[RECORDS FOR PROCESSING — start]

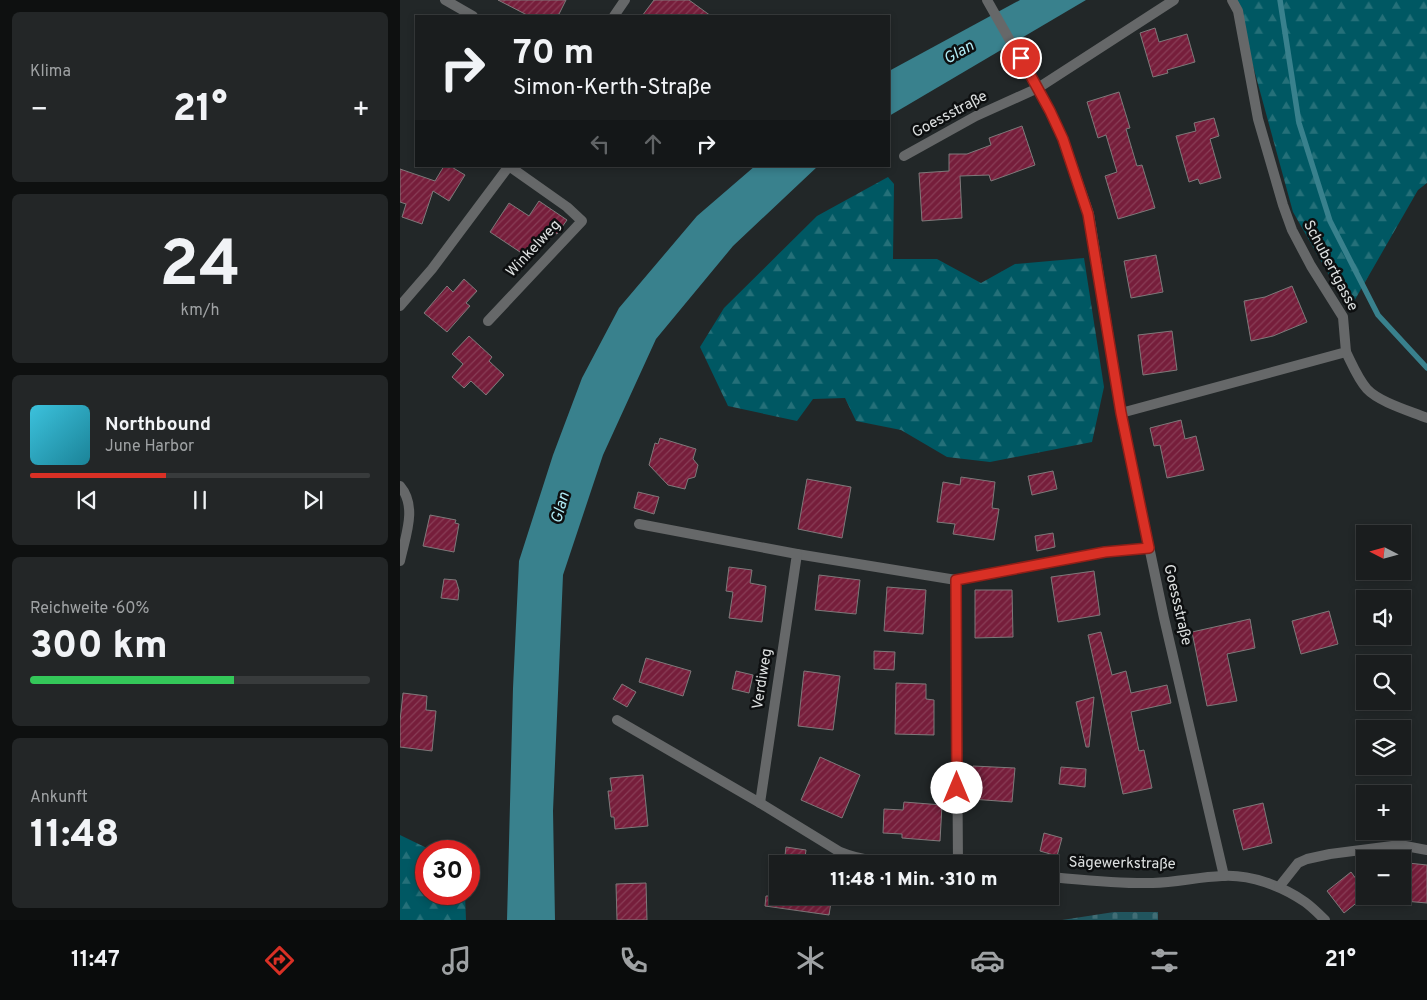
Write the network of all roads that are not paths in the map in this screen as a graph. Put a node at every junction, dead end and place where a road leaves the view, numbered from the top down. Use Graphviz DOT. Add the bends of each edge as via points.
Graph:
graph roads {
  1 [pos="445,0"];
  2 [pos="625,0"];
  3 [pos="987,0"];
  4 [pos="1174,0"];
  5 [pos="1232,0"];
  6 [pos="471,15"];
  7 [pos="615,15"];
  8 [pos="1038,88"];
  9 [pos="904,156"];
  10 [pos="508,167"];
  11 [pos="510,167"];
  12 [pos="400,306"];
  13 [pos="488,321"];
  14 [pos="1346,352"];
  15 [pos="1121,413"];
  16 [pos="1427,418"];
  17 [pos="400,486"];
  18 [pos="639,524"];
  19 [pos="1149,548"];
  20 [pos="797,554"];
  21 [pos="400,561"];
  22 [pos="956,580"];
  23 [pos="616,720"];
  24 [pos="760,803"];
  25 [pos="1427,850"];
  26 [pos="847,855"];
  27 [pos="958,855"];
  28 [pos="1224,876"];
  29 [pos="1059,878"];
  30 [pos="1279,887"];
  31 [pos="1325,920"];
  1 -- 6 [label="street"];
  2 -- 7 [label="street"];
  3 -- 8 [label="street, Goessstraße"];
  4 -- 8 [label="street"];
  5 -- 14 [label="street, Schubertgasse" via="1238,11 1258,119 1283,205 1311,266 1343,317"];
  8 -- 9 [label="street, Goessstraße" via="976,116"];
  8 -- 15 [label="street, Goessstraße" via="1063,139 1088,214"];
  10 -- 12 [label="street" via="432,269"];
  11 -- 13 [label="street, Winkelweg" via="582,221"];
  14 -- 15 [label="street"];
  14 -- 16 [label="street" via="1369,391"];
  15 -- 19 [label="street, Goessstraße"];
  17 -- 21 [label="street" via="409,501 410,511"];
  18 -- 20 [label="street"];
  19 -- 22 [label="street" via="1105,552"];
  19 -- 28 [label="street, Goessstraße"];
  20 -- 22 [label="street"];
  20 -- 24 [label="street, Verdiweg"];
  22 -- 27 [label="street"];
  23 -- 24 [label="street"];
  24 -- 26 [label="street"];
  25 -- 30 [label="street" via="1400,845 1307,859 1298,863"];
  28 -- 29 [label="street, Sägewerkstraße" via="1152,883"];
  28 -- 30 [label="street" via="1246,877"];
  30 -- 31 [label="street" via="1307,903"];
}
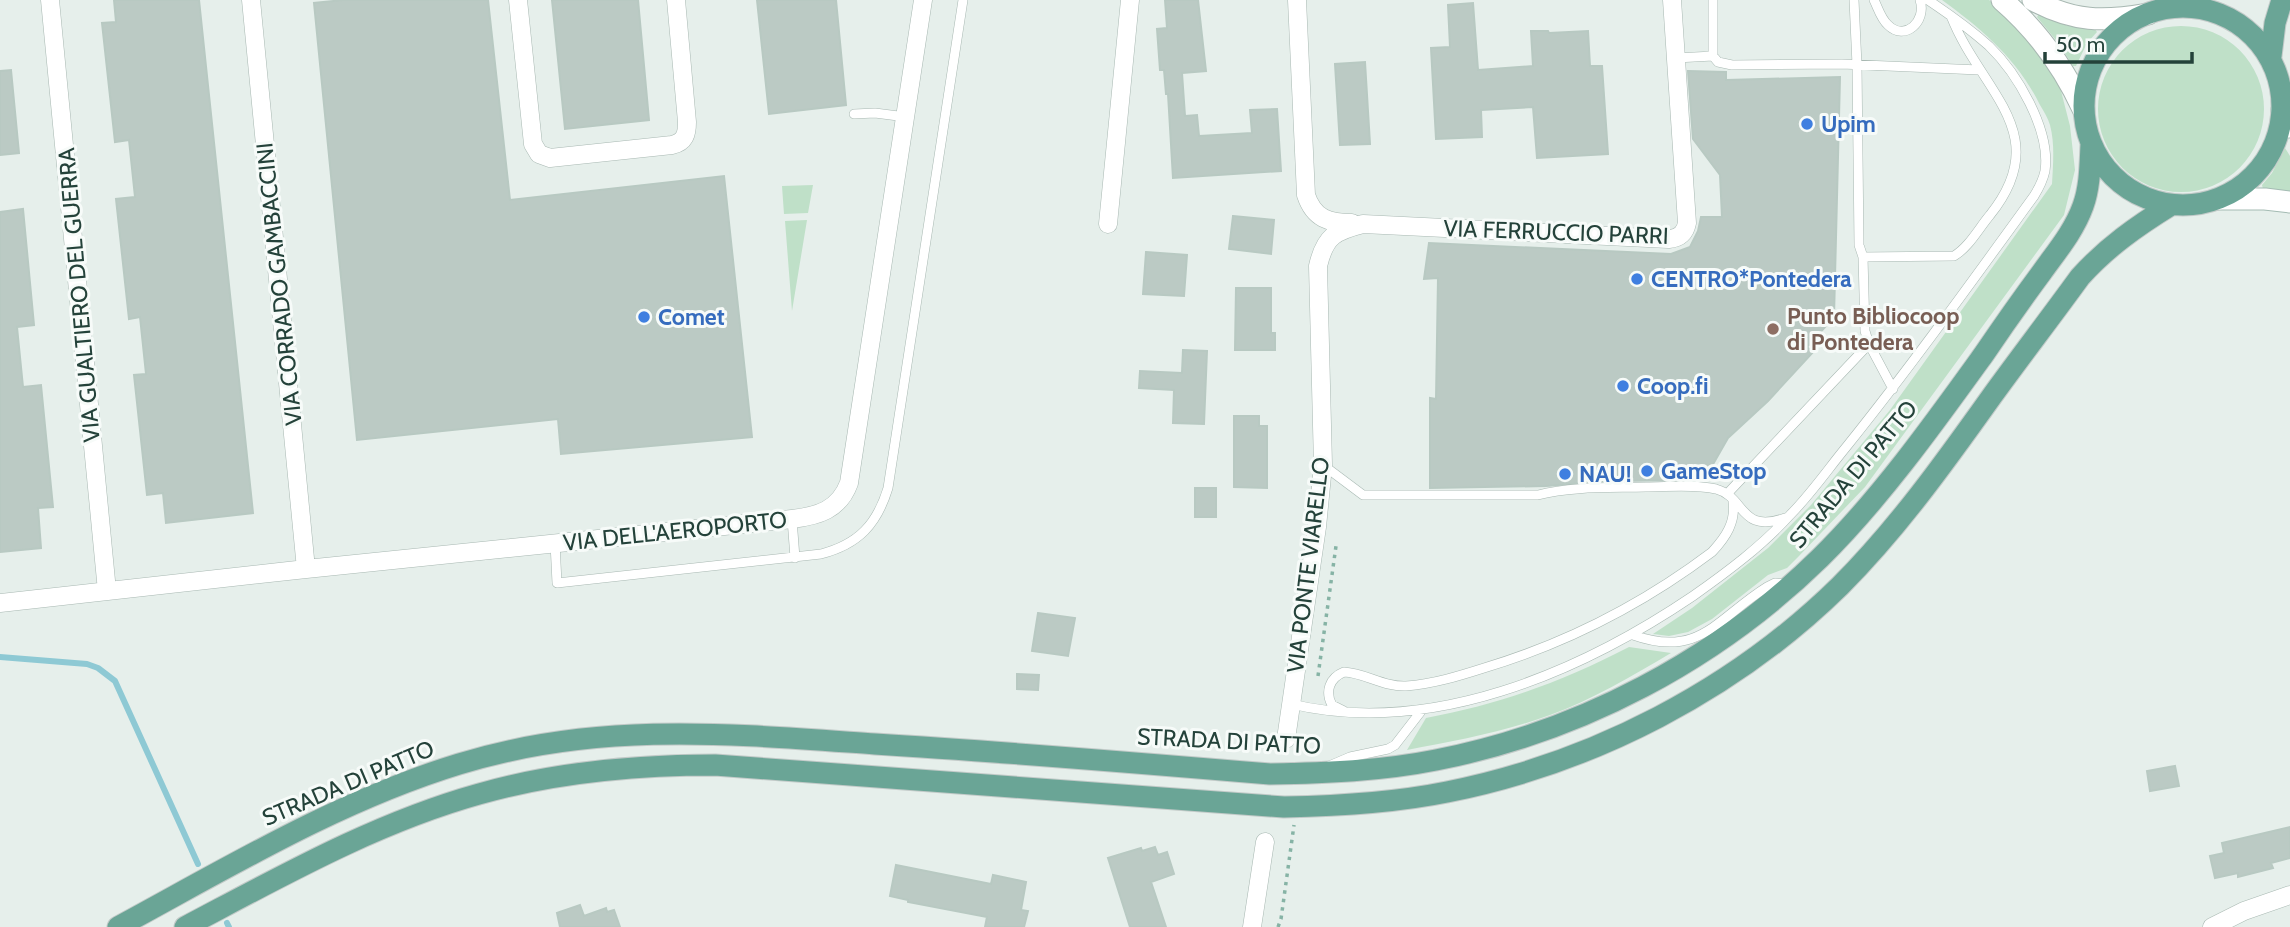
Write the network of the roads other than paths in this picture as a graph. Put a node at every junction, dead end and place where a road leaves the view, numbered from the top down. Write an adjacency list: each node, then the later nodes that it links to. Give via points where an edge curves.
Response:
1 (50, 0): 49 (street, VIA GUALTIERO DEL GUERRA)
2 (251, 0): 47 (street, VIA CORRADO GAMBACCINI)
3 (518, 0): 4 (street, via 533,144 539,154 550,158 672,145 684,139 687,122)
4 (676, 0)
5 (923, 0): 29 (street, VIA DELL'AEROPORTO)
6 (963, 0): 46 (lane, via 888,488 876,518 857,539 836,550)
7 (1130, 0): 35 (street)
8 (1297, 0): 36 (street, VIA FERRUCCIO PARRI, via 1307,195 1315,213 1326,221)
9 (1672, 0): 24 (street, VIA FERRUCCIO PARRI)
10 (1713, 0): 22 (lane)
11 (1854, 0): 25 (lane)
12 (1874, 0): 13 (lane, via 1889,27 1899,30 1920,20)
13 (1920, 0)
14 (1928, 0): 21 (lane)
15 (2002, 0): 27 (street, via 2051,51)
16 (2033, 0): 20 (street, via 2057,12 2092,20)
17 (2205, 0): 19 (main road)
18 (2282, 0): 23 (main road)
19 (2182, 7): 20 (main road); 23 (main road, via 2232,20 2248,30)
20 (2148, 14): 27 (main road, via 2102,50 2088,79)
21 (1951, 15): 26 (lane); 40 (lane, via 1991,48 2016,80 2038,124 2045,171 2034,196)
22 (1713, 56): 24 (lane); 25 (lane, via 1732,65)
23 (2271, 56): 30 (main road)
24 (1676, 58): 36 (street, VIA FERRUCCIO PARRI, via 1687,223 1678,238)
25 (1857, 65): 26 (lane); 37 (lane, via 1859,245)
26 (1979, 70): 37 (lane, via 1995,90 2016,139 2017,163 2008,190 1954,256)
27 (2083, 108): 31 (main road)
28 (854, 114): 29 (lane)
29 (906, 117): 44 (street, VIA DELL'AEROPORTO, via 849,483 829,510)
30 (2286, 118): 32 (main road, via 2264,163 2246,182)
31 (2091, 145): 34 (main road, via 2125,187); 48 (main road, STRADA DI PATTO, via 2085,200 2066,239 1883,487)
32 (2218, 199): 33 (street); 34 (main road)
33 (2290, 202)
34 (2171, 205): 60 (main road, via 2110,247 2080,277 1917,497 1807,616 1678,706 1569,756 1446,792 1363,804 1284,807 715,765 606,769 487,791 394,823)
35 (1108, 224)
36 (1363, 224): 38 (street, VIA FERRUCCIO PARRI, via 1331,236)
37 (1863, 257): 39 (lane)
38 (1318, 266): 41 (street, VIA PONTE VIARELLO)
39 (1869, 344): 40 (lane); 42 (lane)
40 (1893, 389): 43 (lane)
41 (1323, 465): 42 (lane, via 1363,495 1538,495 1659,487 1713,489); 52 (street, VIA PONTE VIARELLO)
42 (1730, 498): 43 (lane, via 1756,520 1773,522); 54 (lane, via 1731,525 1712,552 1600,623 1507,661 1435,681 1396,686 1337,675 1328,695 1332,705)
43 (1790, 516): 51 (lane, via 1736,565)
44 (792, 519): 45 (street, VIA DELL'AEROPORTO); 46 (lane)
45 (555, 543): 46 (lane, via 557,583); 47 (street, VIA DELL'AEROPORTO)
46 (795, 558)
47 (306, 569): 49 (street, VIA DELL'AEROPORTO)
48 (1791, 584): 51 (lane, via 1767,587 1690,640 1664,644); 56 (main road, STRADA DI PATTO, via 1739,628 1668,674 1542,731 1437,760)
49 (107, 591): 50 (street, VIA DELL'AEROPORTO)
50 (0, 603)
51 (1633, 635): 53 (lane, via 1511,688)
52 (1291, 704): 54 (lane); 55 (street, VIA PONTE VIARELLO)
53 (1422, 710): 54 (lane); 56 (lane, via 1395,745 1350,757)
54 (1349, 713)
55 (1286, 739)
56 (1317, 773): 59 (main road, STRADA DI PATTO, via 1270,774 724,734 569,740 461,764 376,794)
57 (1265, 842): 61 (street)
58 (2290, 895): 62 (street)
59 (118, 927)
60 (185, 927)
61 (1252, 927)
62 (2212, 927)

[RECORDS FOR PROCESSING — finish]

WHAT IS EXPECTED
The whole listing must come back verbatim, with no pictures included.

THE COMPLETED TASK
Write the network of all roads that are not paths in the map in this screen as a graph. Put a node at every junction, dead end and place where a road leaves the view, numbered from the top down. Use Graphviz DOT. Add the bends of each edge as via points.
Graph:
graph roads {
  1 [pos="445,0"];
  2 [pos="625,0"];
  3 [pos="987,0"];
  4 [pos="1174,0"];
  5 [pos="1232,0"];
  6 [pos="471,15"];
  7 [pos="615,15"];
  8 [pos="1038,88"];
  9 [pos="904,156"];
  10 [pos="508,167"];
  11 [pos="510,167"];
  12 [pos="400,306"];
  13 [pos="488,321"];
  14 [pos="1346,352"];
  15 [pos="1121,413"];
  16 [pos="1427,418"];
  17 [pos="400,486"];
  18 [pos="639,524"];
  19 [pos="1149,548"];
  20 [pos="797,554"];
  21 [pos="400,561"];
  22 [pos="956,580"];
  23 [pos="616,720"];
  24 [pos="760,803"];
  25 [pos="1427,850"];
  26 [pos="847,855"];
  27 [pos="958,855"];
  28 [pos="1224,876"];
  29 [pos="1059,878"];
  30 [pos="1279,887"];
  31 [pos="1325,920"];
  1 -- 6 [label="street"];
  2 -- 7 [label="street"];
  3 -- 8 [label="street, Goessstraße"];
  4 -- 8 [label="street"];
  5 -- 14 [label="street, Schubertgasse" via="1238,11 1258,119 1283,205 1311,266 1343,317"];
  8 -- 9 [label="street, Goessstraße" via="976,116"];
  8 -- 15 [label="street, Goessstraße" via="1063,139 1088,214"];
  10 -- 12 [label="street" via="432,269"];
  11 -- 13 [label="street, Winkelweg" via="582,221"];
  14 -- 15 [label="street"];
  14 -- 16 [label="street" via="1369,391"];
  15 -- 19 [label="street, Goessstraße"];
  17 -- 21 [label="street" via="409,501 410,511"];
  18 -- 20 [label="street"];
  19 -- 22 [label="street" via="1105,552"];
  19 -- 28 [label="street, Goessstraße"];
  20 -- 22 [label="street"];
  20 -- 24 [label="street, Verdiweg"];
  22 -- 27 [label="street"];
  23 -- 24 [label="street"];
  24 -- 26 [label="street"];
  25 -- 30 [label="street" via="1400,845 1307,859 1298,863"];
  28 -- 29 [label="street, Sägewerkstraße" via="1152,883"];
  28 -- 30 [label="street" via="1246,877"];
  30 -- 31 [label="street" via="1307,903"];
}
Write the network of the roads other than paths in this picture as a graph. Put a node at every junction, dead end and place where a road leaves the view, numbered from the top down. Write an adjacency list: each node, then the later nodes that it links to. Give via points where an edge curves.
Response:
1 (50, 0): 49 (street, VIA GUALTIERO DEL GUERRA)
2 (251, 0): 47 (street, VIA CORRADO GAMBACCINI)
3 (518, 0): 4 (street, via 533,144 539,154 550,158 672,145 684,139 687,122)
4 (676, 0)
5 (923, 0): 29 (street, VIA DELL'AEROPORTO)
6 (963, 0): 46 (lane, via 888,488 876,518 857,539 836,550)
7 (1130, 0): 35 (street)
8 (1297, 0): 36 (street, VIA FERRUCCIO PARRI, via 1307,195 1315,213 1326,221)
9 (1672, 0): 24 (street, VIA FERRUCCIO PARRI)
10 (1713, 0): 22 (lane)
11 (1854, 0): 25 (lane)
12 (1874, 0): 13 (lane, via 1889,27 1899,30 1920,20)
13 (1920, 0)
14 (1928, 0): 21 (lane)
15 (2002, 0): 27 (street, via 2051,51)
16 (2033, 0): 20 (street, via 2057,12 2092,20)
17 (2205, 0): 19 (main road)
18 (2282, 0): 23 (main road)
19 (2182, 7): 20 (main road); 23 (main road, via 2232,20 2248,30)
20 (2148, 14): 27 (main road, via 2102,50 2088,79)
21 (1951, 15): 26 (lane); 40 (lane, via 1991,48 2016,80 2038,124 2045,171 2034,196)
22 (1713, 56): 24 (lane); 25 (lane, via 1732,65)
23 (2271, 56): 30 (main road)
24 (1676, 58): 36 (street, VIA FERRUCCIO PARRI, via 1687,223 1678,238)
25 (1857, 65): 26 (lane); 37 (lane, via 1859,245)
26 (1979, 70): 37 (lane, via 1995,90 2016,139 2017,163 2008,190 1954,256)
27 (2083, 108): 31 (main road)
28 (854, 114): 29 (lane)
29 (906, 117): 44 (street, VIA DELL'AEROPORTO, via 849,483 829,510)
30 (2286, 118): 32 (main road, via 2264,163 2246,182)
31 (2091, 145): 34 (main road, via 2125,187); 48 (main road, STRADA DI PATTO, via 2085,200 2066,239 1883,487)
32 (2218, 199): 33 (street); 34 (main road)
33 (2290, 202)
34 (2171, 205): 60 (main road, via 2110,247 2080,277 1917,497 1807,616 1678,706 1569,756 1446,792 1363,804 1284,807 715,765 606,769 487,791 394,823)
35 (1108, 224)
36 (1363, 224): 38 (street, VIA FERRUCCIO PARRI, via 1331,236)
37 (1863, 257): 39 (lane)
38 (1318, 266): 41 (street, VIA PONTE VIARELLO)
39 (1869, 344): 40 (lane); 42 (lane)
40 (1893, 389): 43 (lane)
41 (1323, 465): 42 (lane, via 1363,495 1538,495 1659,487 1713,489); 52 (street, VIA PONTE VIARELLO)
42 (1730, 498): 43 (lane, via 1756,520 1773,522); 54 (lane, via 1731,525 1712,552 1600,623 1507,661 1435,681 1396,686 1337,675 1328,695 1332,705)
43 (1790, 516): 51 (lane, via 1736,565)
44 (792, 519): 45 (street, VIA DELL'AEROPORTO); 46 (lane)
45 (555, 543): 46 (lane, via 557,583); 47 (street, VIA DELL'AEROPORTO)
46 (795, 558)
47 (306, 569): 49 (street, VIA DELL'AEROPORTO)
48 (1791, 584): 51 (lane, via 1767,587 1690,640 1664,644); 56 (main road, STRADA DI PATTO, via 1739,628 1668,674 1542,731 1437,760)
49 (107, 591): 50 (street, VIA DELL'AEROPORTO)
50 (0, 603)
51 (1633, 635): 53 (lane, via 1511,688)
52 (1291, 704): 54 (lane); 55 (street, VIA PONTE VIARELLO)
53 (1422, 710): 54 (lane); 56 (lane, via 1395,745 1350,757)
54 (1349, 713)
55 (1286, 739)
56 (1317, 773): 59 (main road, STRADA DI PATTO, via 1270,774 724,734 569,740 461,764 376,794)
57 (1265, 842): 61 (street)
58 (2290, 895): 62 (street)
59 (118, 927)
60 (185, 927)
61 (1252, 927)
62 (2212, 927)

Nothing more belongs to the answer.